Accord du 3 mars 2017 relatif à la santé et à la sécurité au travail

En vigueur depuis le 04/03/2017En vigueur depuis le 04 mars 2017

Article 14.2

En vigueur

Droit d'alerte et de retrait

Les caractéristiques particulières du poste sont mentionnées sur le contrat de mission remis au salarié intérimaire. Si celui-ci vient à constater un ou plusieurs éléments non mentionnés au contrat et susceptibles de porter atteinte à sa santé ou sa sécurité, il en avertit l'EU par tout moyen, laquelle prend les mesures et donne les instructions nécessaires pour permettre au salarié intérimaire ou aux salariés intérimaires concernés, en cas de danger grave et imminent, d'arrêter leur activité et de se mettre en sécurité en quittant immédiatement leur lieu de travail. Les salariés intérimaires doivent également prévenir leur ETT afin qu'elle s'assure auprès de l'EU que les mesures de protection ont bien été mises en place.

Le salarié intérimaire peut informer le CHSCT de l'ETT de l'exercice de son droit de retrait. Le CHSCT peut demander à l'ETT des informations complémentaires, le cas échéant.
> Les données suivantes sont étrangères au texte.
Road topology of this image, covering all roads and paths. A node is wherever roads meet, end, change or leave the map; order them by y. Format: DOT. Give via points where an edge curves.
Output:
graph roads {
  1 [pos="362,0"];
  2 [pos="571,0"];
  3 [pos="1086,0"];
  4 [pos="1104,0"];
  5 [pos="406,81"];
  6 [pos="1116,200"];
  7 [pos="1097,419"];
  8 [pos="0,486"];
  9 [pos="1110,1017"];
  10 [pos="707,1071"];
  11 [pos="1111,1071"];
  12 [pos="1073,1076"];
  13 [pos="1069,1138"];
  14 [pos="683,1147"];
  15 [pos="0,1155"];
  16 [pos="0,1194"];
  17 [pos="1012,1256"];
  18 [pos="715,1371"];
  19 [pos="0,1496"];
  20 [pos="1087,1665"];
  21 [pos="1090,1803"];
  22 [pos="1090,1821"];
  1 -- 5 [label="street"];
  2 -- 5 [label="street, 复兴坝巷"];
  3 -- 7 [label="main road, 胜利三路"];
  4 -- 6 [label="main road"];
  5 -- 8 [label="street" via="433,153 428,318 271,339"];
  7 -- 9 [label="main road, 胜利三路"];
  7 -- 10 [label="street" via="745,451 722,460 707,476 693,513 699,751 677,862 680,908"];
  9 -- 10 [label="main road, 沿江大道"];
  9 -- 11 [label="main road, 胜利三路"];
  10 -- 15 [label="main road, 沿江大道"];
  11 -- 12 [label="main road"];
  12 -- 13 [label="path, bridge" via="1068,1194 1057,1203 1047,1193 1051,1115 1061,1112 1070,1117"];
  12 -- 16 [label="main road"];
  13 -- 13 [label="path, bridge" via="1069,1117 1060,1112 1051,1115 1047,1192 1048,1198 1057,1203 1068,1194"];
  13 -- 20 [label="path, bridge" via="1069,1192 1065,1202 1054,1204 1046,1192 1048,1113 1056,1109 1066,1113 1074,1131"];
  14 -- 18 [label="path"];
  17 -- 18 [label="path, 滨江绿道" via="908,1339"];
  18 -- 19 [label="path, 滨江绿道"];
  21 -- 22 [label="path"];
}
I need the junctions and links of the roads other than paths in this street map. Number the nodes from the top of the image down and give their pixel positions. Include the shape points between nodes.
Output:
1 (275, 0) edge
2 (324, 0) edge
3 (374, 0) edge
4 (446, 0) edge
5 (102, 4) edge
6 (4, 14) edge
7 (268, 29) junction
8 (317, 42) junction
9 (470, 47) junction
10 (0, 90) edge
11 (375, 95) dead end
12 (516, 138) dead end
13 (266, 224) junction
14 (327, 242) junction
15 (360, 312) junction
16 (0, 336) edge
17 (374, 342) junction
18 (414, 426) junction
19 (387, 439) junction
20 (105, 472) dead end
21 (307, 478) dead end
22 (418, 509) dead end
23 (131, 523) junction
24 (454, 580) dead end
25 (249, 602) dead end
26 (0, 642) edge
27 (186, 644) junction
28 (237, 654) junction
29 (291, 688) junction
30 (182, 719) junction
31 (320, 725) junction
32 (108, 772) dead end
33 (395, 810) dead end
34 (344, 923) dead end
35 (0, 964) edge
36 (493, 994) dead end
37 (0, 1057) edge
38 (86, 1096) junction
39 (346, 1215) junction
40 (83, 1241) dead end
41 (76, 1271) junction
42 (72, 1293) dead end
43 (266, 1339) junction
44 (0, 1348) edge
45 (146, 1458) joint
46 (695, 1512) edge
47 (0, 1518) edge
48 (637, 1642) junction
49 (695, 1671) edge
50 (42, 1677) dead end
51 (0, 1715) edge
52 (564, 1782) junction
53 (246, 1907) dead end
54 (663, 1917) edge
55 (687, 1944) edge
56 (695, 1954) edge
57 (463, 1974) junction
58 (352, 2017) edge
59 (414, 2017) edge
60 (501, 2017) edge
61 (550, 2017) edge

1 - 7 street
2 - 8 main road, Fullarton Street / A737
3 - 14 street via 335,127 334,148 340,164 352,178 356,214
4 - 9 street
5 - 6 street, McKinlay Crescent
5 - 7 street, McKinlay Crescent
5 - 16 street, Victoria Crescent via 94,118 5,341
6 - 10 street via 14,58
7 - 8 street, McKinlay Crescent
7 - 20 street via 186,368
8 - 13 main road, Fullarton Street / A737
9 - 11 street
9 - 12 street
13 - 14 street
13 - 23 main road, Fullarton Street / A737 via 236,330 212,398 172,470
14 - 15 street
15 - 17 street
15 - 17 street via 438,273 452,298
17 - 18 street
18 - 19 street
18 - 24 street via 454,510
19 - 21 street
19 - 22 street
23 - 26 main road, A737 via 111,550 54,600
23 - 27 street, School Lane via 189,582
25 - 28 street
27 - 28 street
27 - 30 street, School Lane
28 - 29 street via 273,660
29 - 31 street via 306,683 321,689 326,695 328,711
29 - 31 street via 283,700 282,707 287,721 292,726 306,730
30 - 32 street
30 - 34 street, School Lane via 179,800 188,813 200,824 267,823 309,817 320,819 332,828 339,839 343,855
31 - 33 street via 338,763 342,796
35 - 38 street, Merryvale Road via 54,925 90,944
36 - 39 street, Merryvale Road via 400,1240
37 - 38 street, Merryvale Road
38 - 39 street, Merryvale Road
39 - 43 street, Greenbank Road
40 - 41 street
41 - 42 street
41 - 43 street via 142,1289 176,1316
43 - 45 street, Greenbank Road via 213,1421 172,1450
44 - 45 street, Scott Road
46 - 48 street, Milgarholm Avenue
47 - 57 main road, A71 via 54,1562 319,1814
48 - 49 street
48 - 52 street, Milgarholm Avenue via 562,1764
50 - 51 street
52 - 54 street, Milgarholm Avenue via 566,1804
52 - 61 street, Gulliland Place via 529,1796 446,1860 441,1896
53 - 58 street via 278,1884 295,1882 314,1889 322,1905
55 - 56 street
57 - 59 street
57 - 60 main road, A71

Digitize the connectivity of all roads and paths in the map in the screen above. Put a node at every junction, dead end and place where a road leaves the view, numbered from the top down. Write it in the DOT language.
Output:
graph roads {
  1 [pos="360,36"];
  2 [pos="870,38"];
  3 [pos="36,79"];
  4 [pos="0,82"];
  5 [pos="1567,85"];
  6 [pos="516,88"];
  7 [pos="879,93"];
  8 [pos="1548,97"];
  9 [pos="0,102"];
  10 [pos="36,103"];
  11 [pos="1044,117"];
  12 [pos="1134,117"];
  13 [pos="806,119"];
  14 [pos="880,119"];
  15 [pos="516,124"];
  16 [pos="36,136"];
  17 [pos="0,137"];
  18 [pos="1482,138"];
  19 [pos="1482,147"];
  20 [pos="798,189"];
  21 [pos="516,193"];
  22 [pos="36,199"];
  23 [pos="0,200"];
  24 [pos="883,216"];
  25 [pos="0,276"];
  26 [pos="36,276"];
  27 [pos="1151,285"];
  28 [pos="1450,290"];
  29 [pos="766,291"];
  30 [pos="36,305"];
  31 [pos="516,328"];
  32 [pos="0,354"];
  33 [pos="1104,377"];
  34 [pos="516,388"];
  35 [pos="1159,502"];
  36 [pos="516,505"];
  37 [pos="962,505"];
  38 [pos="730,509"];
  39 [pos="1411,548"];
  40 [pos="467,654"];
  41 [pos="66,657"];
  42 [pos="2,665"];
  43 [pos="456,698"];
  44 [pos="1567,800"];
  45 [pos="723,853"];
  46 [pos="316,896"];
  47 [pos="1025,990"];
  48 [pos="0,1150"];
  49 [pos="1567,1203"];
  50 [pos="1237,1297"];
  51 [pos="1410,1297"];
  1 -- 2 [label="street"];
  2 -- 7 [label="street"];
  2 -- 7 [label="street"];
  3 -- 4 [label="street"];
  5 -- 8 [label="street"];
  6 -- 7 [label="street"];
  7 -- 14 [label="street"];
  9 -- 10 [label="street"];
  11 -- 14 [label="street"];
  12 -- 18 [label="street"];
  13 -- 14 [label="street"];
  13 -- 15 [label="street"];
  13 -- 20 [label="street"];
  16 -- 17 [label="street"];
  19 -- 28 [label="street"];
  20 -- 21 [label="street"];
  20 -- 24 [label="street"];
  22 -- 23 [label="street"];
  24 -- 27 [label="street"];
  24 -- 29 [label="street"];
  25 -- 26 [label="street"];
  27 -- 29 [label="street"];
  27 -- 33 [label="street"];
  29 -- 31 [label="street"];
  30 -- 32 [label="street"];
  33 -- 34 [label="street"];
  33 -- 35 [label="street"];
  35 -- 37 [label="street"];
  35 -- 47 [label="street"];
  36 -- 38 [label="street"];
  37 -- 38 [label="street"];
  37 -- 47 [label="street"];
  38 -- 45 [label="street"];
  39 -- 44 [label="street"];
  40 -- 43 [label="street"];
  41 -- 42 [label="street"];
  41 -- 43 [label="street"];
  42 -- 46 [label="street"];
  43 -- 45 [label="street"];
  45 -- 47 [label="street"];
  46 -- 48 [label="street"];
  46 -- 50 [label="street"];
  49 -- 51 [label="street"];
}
L'ETT informe, si nécessaire, les interlocuteurs compétents (interlocuteur sécurité et/ou le CHSCT).

L'exercice du droit de retrait ne fait pas obstacle à la reprise de la mission ou d'une nouvelle mission.

Le fait pour un salarié intérimaire d'utiliser son droit de retrait n'est pas assimilé à une rupture à son initiative au sens des dispositions des articles L. 1251-28 et L. 1251-33 du code du travail.

Aucune sanction, aucune retenue de salaire ne peut être prise à l'encontre d'un salarié intérimaire qui s'est retiré, ou qui a informé l'ETT, d'une situation de travail dont il avait un motif raisonnable de penser qu'elle présentait un danger grave et imminent pour sa vie ou sa santé.